In atleast one of the different embodiments, the method may comprise: training at least one classifier using a machine-learning classifier model builder chosen from the group consisting of: a Decision Tree, a Random Forest Modeler, Cluster Modeler, K Means Cluster modeler, Neural Nets, Gradient Boosted Trees Machine modeler and Support Vector Machines (SVM).
In at least some embodiments, a method can include: training a classifier for company profiles to identify at least one company type based on one of the attractive categories.
In at least one embodiment, the method comprises: training a company profile classifier using a K Means Cluster modeler. At least in one embodiment, the database may include company entity data. Firmographic data may be used as the business entity information.
In at least one embodiment, the method comprises: training atleast one classifier to be used with a prediction algorithm, where the prediction engine is configured to calculate a probabilistic score for the classification of a company’s prospects.
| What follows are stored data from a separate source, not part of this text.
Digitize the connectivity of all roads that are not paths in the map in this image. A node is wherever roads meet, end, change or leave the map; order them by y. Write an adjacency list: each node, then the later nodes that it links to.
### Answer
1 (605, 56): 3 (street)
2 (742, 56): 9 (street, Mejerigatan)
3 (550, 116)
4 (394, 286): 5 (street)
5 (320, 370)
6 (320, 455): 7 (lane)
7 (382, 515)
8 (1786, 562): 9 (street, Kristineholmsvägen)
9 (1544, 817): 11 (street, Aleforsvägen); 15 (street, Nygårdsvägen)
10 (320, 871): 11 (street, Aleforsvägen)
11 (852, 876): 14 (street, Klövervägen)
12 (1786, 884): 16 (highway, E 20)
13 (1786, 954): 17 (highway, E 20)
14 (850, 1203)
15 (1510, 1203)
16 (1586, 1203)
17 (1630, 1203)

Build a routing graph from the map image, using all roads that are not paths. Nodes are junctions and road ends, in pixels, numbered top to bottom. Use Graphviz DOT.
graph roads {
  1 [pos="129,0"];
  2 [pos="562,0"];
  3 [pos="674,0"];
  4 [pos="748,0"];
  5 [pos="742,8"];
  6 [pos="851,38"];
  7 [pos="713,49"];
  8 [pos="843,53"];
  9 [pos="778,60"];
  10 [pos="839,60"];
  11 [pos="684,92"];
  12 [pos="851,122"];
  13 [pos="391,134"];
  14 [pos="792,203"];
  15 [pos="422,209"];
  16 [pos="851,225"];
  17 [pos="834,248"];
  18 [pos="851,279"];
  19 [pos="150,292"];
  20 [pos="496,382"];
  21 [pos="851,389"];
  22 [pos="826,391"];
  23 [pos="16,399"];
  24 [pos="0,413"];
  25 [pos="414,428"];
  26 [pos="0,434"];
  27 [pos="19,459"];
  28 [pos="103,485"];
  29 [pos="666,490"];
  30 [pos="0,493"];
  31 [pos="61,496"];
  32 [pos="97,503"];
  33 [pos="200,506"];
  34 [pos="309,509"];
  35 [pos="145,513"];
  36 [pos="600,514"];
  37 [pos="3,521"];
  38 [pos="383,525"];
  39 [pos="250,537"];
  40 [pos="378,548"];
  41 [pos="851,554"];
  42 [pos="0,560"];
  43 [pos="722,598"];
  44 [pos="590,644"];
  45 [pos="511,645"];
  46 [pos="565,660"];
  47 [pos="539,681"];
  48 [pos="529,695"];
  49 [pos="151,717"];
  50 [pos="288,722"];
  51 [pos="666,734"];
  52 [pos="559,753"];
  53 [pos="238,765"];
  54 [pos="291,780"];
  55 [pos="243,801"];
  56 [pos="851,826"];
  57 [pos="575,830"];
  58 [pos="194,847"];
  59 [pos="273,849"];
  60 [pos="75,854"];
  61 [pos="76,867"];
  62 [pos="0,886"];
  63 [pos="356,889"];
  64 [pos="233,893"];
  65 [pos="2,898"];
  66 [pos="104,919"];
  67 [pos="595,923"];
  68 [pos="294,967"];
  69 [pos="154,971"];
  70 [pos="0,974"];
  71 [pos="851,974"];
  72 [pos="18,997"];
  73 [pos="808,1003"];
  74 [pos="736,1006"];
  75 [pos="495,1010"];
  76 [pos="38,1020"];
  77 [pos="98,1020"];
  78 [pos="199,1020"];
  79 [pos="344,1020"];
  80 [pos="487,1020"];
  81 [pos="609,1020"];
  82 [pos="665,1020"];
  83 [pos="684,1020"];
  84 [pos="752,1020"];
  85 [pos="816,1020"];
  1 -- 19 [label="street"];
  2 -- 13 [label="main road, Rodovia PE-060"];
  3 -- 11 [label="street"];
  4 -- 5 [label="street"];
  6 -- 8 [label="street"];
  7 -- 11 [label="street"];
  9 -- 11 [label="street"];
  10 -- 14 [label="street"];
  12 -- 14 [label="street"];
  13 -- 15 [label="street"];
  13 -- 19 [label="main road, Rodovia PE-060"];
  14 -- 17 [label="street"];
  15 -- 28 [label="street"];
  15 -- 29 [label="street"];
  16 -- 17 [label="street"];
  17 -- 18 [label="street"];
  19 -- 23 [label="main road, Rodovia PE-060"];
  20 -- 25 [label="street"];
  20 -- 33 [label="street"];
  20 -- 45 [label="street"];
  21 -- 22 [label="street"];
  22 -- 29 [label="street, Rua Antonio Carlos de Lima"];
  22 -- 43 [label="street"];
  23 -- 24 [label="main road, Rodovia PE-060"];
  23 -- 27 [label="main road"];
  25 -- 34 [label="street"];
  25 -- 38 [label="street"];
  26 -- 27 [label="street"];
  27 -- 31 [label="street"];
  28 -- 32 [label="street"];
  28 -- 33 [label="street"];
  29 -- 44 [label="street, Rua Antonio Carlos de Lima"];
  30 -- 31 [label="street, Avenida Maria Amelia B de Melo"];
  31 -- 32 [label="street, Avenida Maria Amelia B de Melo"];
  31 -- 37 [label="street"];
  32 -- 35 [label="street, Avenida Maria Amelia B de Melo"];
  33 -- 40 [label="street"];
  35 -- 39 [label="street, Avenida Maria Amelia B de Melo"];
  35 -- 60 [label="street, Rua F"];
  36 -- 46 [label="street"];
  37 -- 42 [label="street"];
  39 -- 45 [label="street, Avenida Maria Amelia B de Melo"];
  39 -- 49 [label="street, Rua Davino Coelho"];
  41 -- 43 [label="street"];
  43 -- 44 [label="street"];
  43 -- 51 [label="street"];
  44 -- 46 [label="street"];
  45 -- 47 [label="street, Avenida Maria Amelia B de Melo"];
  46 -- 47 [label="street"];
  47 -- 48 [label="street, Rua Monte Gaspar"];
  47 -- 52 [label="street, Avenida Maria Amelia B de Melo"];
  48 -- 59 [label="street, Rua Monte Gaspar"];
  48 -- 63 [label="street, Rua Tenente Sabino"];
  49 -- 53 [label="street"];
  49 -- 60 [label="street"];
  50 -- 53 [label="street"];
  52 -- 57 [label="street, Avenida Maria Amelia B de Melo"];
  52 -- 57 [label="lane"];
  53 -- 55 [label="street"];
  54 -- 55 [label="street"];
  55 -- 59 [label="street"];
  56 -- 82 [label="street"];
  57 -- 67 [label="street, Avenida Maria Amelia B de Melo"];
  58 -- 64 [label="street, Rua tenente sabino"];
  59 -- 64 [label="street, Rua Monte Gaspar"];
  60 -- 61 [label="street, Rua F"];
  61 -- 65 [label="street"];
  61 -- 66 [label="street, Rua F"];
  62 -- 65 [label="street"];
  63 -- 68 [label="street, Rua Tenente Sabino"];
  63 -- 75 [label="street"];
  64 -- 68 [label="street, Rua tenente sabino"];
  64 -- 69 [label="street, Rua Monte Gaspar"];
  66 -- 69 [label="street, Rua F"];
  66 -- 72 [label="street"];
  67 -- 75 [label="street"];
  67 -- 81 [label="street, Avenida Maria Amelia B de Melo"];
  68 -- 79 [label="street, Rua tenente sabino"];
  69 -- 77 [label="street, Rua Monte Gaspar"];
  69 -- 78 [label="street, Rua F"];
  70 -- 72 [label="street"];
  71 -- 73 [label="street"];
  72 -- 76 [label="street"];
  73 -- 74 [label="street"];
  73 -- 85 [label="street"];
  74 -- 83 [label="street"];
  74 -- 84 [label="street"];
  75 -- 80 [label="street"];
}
The method can include, in at least one embodiment: training a classifier of the prediction engine using a random forest. The database for company entity data and companyographic data can be compiled using new company prospects, and firmographic information from the business entity database.
The system can be configured so that the classifier is trained to classify prospects of companies including the employee identifier.
The method can include training at least a classifier to be used with a prediction engine. This prediction engine is configured to calculate a probabilistic score for a classification of company prospects based on the employee identifier.
In at least one embodiment, the method comprises accessing a business entity database to obtain employee data. The employee data can include at least contact data or cookies data.
Among other benefits.” The system uses artificial intelligence to identify and prioritize new leads, prospects or customers as they are acquired within seconds.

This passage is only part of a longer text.